[Records provided]
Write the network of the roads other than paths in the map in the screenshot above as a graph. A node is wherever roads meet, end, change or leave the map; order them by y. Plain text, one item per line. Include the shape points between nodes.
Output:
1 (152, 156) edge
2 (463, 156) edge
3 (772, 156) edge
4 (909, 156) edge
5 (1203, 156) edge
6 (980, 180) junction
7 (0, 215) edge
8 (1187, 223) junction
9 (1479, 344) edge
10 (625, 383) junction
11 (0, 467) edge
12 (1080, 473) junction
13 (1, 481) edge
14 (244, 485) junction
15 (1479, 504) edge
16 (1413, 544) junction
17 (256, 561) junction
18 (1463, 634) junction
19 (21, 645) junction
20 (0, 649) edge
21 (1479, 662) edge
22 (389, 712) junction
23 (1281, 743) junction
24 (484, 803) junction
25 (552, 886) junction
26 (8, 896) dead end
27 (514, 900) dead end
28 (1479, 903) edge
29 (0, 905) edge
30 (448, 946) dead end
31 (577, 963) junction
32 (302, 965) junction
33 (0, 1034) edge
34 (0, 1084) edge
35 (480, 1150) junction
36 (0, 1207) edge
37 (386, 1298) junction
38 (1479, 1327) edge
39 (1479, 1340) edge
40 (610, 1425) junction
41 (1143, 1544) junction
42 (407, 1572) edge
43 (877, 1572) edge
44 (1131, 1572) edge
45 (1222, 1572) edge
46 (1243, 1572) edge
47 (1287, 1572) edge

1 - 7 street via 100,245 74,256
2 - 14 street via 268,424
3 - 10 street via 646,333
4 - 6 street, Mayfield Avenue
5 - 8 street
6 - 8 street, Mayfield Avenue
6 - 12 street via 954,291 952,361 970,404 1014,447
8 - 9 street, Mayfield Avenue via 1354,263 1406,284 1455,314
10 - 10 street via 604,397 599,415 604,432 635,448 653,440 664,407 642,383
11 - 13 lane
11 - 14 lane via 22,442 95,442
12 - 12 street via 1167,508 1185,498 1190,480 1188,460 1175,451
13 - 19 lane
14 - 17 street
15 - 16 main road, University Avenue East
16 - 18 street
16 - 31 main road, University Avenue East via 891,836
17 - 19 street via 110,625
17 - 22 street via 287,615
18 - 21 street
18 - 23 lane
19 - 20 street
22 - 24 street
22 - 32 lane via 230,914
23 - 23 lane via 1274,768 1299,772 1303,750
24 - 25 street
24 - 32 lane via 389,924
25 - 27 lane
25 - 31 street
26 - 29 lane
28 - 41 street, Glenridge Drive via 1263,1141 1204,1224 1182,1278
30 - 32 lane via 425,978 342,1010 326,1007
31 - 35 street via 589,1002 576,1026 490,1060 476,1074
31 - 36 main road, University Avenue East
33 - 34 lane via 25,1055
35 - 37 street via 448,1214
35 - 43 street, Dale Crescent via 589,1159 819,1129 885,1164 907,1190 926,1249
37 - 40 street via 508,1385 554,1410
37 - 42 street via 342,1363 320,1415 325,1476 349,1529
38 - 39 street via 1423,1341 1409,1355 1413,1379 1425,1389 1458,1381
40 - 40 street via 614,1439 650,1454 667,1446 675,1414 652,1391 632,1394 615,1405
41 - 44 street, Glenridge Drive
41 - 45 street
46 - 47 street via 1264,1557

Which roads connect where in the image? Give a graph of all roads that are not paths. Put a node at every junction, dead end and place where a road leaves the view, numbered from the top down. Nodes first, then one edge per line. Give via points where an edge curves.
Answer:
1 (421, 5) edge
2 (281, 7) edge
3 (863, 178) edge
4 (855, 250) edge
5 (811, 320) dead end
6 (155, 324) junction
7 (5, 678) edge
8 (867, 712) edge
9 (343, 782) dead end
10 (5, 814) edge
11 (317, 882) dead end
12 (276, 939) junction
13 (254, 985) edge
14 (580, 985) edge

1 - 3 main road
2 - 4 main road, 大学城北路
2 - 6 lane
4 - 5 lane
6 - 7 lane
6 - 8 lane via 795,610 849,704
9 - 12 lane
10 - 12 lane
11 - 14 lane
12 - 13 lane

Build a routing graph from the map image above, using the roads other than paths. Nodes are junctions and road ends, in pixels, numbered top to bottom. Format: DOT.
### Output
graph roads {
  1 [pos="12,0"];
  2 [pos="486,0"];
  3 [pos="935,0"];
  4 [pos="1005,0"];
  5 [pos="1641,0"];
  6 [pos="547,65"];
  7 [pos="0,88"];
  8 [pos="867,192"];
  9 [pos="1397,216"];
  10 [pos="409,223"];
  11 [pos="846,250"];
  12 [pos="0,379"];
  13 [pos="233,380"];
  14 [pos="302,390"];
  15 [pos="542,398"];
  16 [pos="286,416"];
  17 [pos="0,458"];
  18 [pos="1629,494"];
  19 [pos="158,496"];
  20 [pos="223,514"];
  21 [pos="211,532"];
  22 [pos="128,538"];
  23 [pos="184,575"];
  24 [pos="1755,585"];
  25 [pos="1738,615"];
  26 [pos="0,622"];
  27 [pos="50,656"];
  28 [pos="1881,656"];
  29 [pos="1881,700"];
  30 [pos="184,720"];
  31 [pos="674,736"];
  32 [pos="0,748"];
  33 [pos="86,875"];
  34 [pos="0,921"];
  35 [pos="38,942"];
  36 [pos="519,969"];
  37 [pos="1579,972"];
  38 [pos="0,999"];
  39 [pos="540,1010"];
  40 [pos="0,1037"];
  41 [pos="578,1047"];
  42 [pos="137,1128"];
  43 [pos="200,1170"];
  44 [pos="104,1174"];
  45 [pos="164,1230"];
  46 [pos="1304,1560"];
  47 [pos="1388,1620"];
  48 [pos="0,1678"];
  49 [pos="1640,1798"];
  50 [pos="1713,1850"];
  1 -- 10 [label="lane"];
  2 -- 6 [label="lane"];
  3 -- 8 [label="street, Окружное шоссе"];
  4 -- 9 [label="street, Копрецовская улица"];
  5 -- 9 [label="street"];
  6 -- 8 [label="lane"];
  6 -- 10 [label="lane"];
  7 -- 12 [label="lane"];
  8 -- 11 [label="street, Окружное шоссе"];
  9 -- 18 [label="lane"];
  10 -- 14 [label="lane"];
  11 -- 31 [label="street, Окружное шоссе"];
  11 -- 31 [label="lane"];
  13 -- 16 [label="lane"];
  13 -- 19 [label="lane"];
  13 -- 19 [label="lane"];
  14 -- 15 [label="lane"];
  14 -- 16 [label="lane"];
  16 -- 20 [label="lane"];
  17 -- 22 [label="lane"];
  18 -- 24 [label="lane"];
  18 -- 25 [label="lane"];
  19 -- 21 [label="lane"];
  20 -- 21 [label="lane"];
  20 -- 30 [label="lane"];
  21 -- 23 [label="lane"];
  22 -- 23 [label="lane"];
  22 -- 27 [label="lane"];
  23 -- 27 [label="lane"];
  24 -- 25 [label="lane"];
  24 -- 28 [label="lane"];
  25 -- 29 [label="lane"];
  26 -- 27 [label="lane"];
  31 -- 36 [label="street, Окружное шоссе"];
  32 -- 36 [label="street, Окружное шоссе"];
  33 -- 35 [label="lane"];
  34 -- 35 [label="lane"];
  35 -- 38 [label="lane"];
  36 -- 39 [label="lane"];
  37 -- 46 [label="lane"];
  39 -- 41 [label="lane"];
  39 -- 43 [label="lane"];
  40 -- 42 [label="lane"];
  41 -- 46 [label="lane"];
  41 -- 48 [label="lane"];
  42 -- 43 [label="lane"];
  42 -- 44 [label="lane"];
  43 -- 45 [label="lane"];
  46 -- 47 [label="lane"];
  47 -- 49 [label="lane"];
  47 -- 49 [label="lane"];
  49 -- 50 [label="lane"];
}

[What is needed]
Output an exact copy of each record.

[Result for this exercise]
Write the network of the roads other than paths in the map in the screenshot above as a graph. A node is wherever roads meet, end, change or leave the map; order them by y. Plain text, one item per line. Include the shape points between nodes.
Output:
1 (152, 156) edge
2 (463, 156) edge
3 (772, 156) edge
4 (909, 156) edge
5 (1203, 156) edge
6 (980, 180) junction
7 (0, 215) edge
8 (1187, 223) junction
9 (1479, 344) edge
10 (625, 383) junction
11 (0, 467) edge
12 (1080, 473) junction
13 (1, 481) edge
14 (244, 485) junction
15 (1479, 504) edge
16 (1413, 544) junction
17 (256, 561) junction
18 (1463, 634) junction
19 (21, 645) junction
20 (0, 649) edge
21 (1479, 662) edge
22 (389, 712) junction
23 (1281, 743) junction
24 (484, 803) junction
25 (552, 886) junction
26 (8, 896) dead end
27 (514, 900) dead end
28 (1479, 903) edge
29 (0, 905) edge
30 (448, 946) dead end
31 (577, 963) junction
32 (302, 965) junction
33 (0, 1034) edge
34 (0, 1084) edge
35 (480, 1150) junction
36 (0, 1207) edge
37 (386, 1298) junction
38 (1479, 1327) edge
39 (1479, 1340) edge
40 (610, 1425) junction
41 (1143, 1544) junction
42 (407, 1572) edge
43 (877, 1572) edge
44 (1131, 1572) edge
45 (1222, 1572) edge
46 (1243, 1572) edge
47 (1287, 1572) edge

1 - 7 street via 100,245 74,256
2 - 14 street via 268,424
3 - 10 street via 646,333
4 - 6 street, Mayfield Avenue
5 - 8 street
6 - 8 street, Mayfield Avenue
6 - 12 street via 954,291 952,361 970,404 1014,447
8 - 9 street, Mayfield Avenue via 1354,263 1406,284 1455,314
10 - 10 street via 604,397 599,415 604,432 635,448 653,440 664,407 642,383
11 - 13 lane
11 - 14 lane via 22,442 95,442
12 - 12 street via 1167,508 1185,498 1190,480 1188,460 1175,451
13 - 19 lane
14 - 17 street
15 - 16 main road, University Avenue East
16 - 18 street
16 - 31 main road, University Avenue East via 891,836
17 - 19 street via 110,625
17 - 22 street via 287,615
18 - 21 street
18 - 23 lane
19 - 20 street
22 - 24 street
22 - 32 lane via 230,914
23 - 23 lane via 1274,768 1299,772 1303,750
24 - 25 street
24 - 32 lane via 389,924
25 - 27 lane
25 - 31 street
26 - 29 lane
28 - 41 street, Glenridge Drive via 1263,1141 1204,1224 1182,1278
30 - 32 lane via 425,978 342,1010 326,1007
31 - 35 street via 589,1002 576,1026 490,1060 476,1074
31 - 36 main road, University Avenue East
33 - 34 lane via 25,1055
35 - 37 street via 448,1214
35 - 43 street, Dale Crescent via 589,1159 819,1129 885,1164 907,1190 926,1249
37 - 40 street via 508,1385 554,1410
37 - 42 street via 342,1363 320,1415 325,1476 349,1529
38 - 39 street via 1423,1341 1409,1355 1413,1379 1425,1389 1458,1381
40 - 40 street via 614,1439 650,1454 667,1446 675,1414 652,1391 632,1394 615,1405
41 - 44 street, Glenridge Drive
41 - 45 street
46 - 47 street via 1264,1557

Which roads connect where in the image? Give a graph of all roads that are not paths. Put a node at every junction, dead end and place where a road leaves the view, numbered from the top down. Nodes first, then one edge per line. Give via points where an edge curves.
Answer:
1 (421, 5) edge
2 (281, 7) edge
3 (863, 178) edge
4 (855, 250) edge
5 (811, 320) dead end
6 (155, 324) junction
7 (5, 678) edge
8 (867, 712) edge
9 (343, 782) dead end
10 (5, 814) edge
11 (317, 882) dead end
12 (276, 939) junction
13 (254, 985) edge
14 (580, 985) edge

1 - 3 main road
2 - 4 main road, 大学城北路
2 - 6 lane
4 - 5 lane
6 - 7 lane
6 - 8 lane via 795,610 849,704
9 - 12 lane
10 - 12 lane
11 - 14 lane
12 - 13 lane

Build a routing graph from the map image above, using the roads other than paths. Nodes are junctions and road ends, in pixels, numbered top to bottom. Format: DOT.
### Output
graph roads {
  1 [pos="12,0"];
  2 [pos="486,0"];
  3 [pos="935,0"];
  4 [pos="1005,0"];
  5 [pos="1641,0"];
  6 [pos="547,65"];
  7 [pos="0,88"];
  8 [pos="867,192"];
  9 [pos="1397,216"];
  10 [pos="409,223"];
  11 [pos="846,250"];
  12 [pos="0,379"];
  13 [pos="233,380"];
  14 [pos="302,390"];
  15 [pos="542,398"];
  16 [pos="286,416"];
  17 [pos="0,458"];
  18 [pos="1629,494"];
  19 [pos="158,496"];
  20 [pos="223,514"];
  21 [pos="211,532"];
  22 [pos="128,538"];
  23 [pos="184,575"];
  24 [pos="1755,585"];
  25 [pos="1738,615"];
  26 [pos="0,622"];
  27 [pos="50,656"];
  28 [pos="1881,656"];
  29 [pos="1881,700"];
  30 [pos="184,720"];
  31 [pos="674,736"];
  32 [pos="0,748"];
  33 [pos="86,875"];
  34 [pos="0,921"];
  35 [pos="38,942"];
  36 [pos="519,969"];
  37 [pos="1579,972"];
  38 [pos="0,999"];
  39 [pos="540,1010"];
  40 [pos="0,1037"];
  41 [pos="578,1047"];
  42 [pos="137,1128"];
  43 [pos="200,1170"];
  44 [pos="104,1174"];
  45 [pos="164,1230"];
  46 [pos="1304,1560"];
  47 [pos="1388,1620"];
  48 [pos="0,1678"];
  49 [pos="1640,1798"];
  50 [pos="1713,1850"];
  1 -- 10 [label="lane"];
  2 -- 6 [label="lane"];
  3 -- 8 [label="street, Окружное шоссе"];
  4 -- 9 [label="street, Копрецовская улица"];
  5 -- 9 [label="street"];
  6 -- 8 [label="lane"];
  6 -- 10 [label="lane"];
  7 -- 12 [label="lane"];
  8 -- 11 [label="street, Окружное шоссе"];
  9 -- 18 [label="lane"];
  10 -- 14 [label="lane"];
  11 -- 31 [label="street, Окружное шоссе"];
  11 -- 31 [label="lane"];
  13 -- 16 [label="lane"];
  13 -- 19 [label="lane"];
  13 -- 19 [label="lane"];
  14 -- 15 [label="lane"];
  14 -- 16 [label="lane"];
  16 -- 20 [label="lane"];
  17 -- 22 [label="lane"];
  18 -- 24 [label="lane"];
  18 -- 25 [label="lane"];
  19 -- 21 [label="lane"];
  20 -- 21 [label="lane"];
  20 -- 30 [label="lane"];
  21 -- 23 [label="lane"];
  22 -- 23 [label="lane"];
  22 -- 27 [label="lane"];
  23 -- 27 [label="lane"];
  24 -- 25 [label="lane"];
  24 -- 28 [label="lane"];
  25 -- 29 [label="lane"];
  26 -- 27 [label="lane"];
  31 -- 36 [label="street, Окружное шоссе"];
  32 -- 36 [label="street, Окружное шоссе"];
  33 -- 35 [label="lane"];
  34 -- 35 [label="lane"];
  35 -- 38 [label="lane"];
  36 -- 39 [label="lane"];
  37 -- 46 [label="lane"];
  39 -- 41 [label="lane"];
  39 -- 43 [label="lane"];
  40 -- 42 [label="lane"];
  41 -- 46 [label="lane"];
  41 -- 48 [label="lane"];
  42 -- 43 [label="lane"];
  42 -- 44 [label="lane"];
  43 -- 45 [label="lane"];
  46 -- 47 [label="lane"];
  47 -- 49 [label="lane"];
  47 -- 49 [label="lane"];
  49 -- 50 [label="lane"];
}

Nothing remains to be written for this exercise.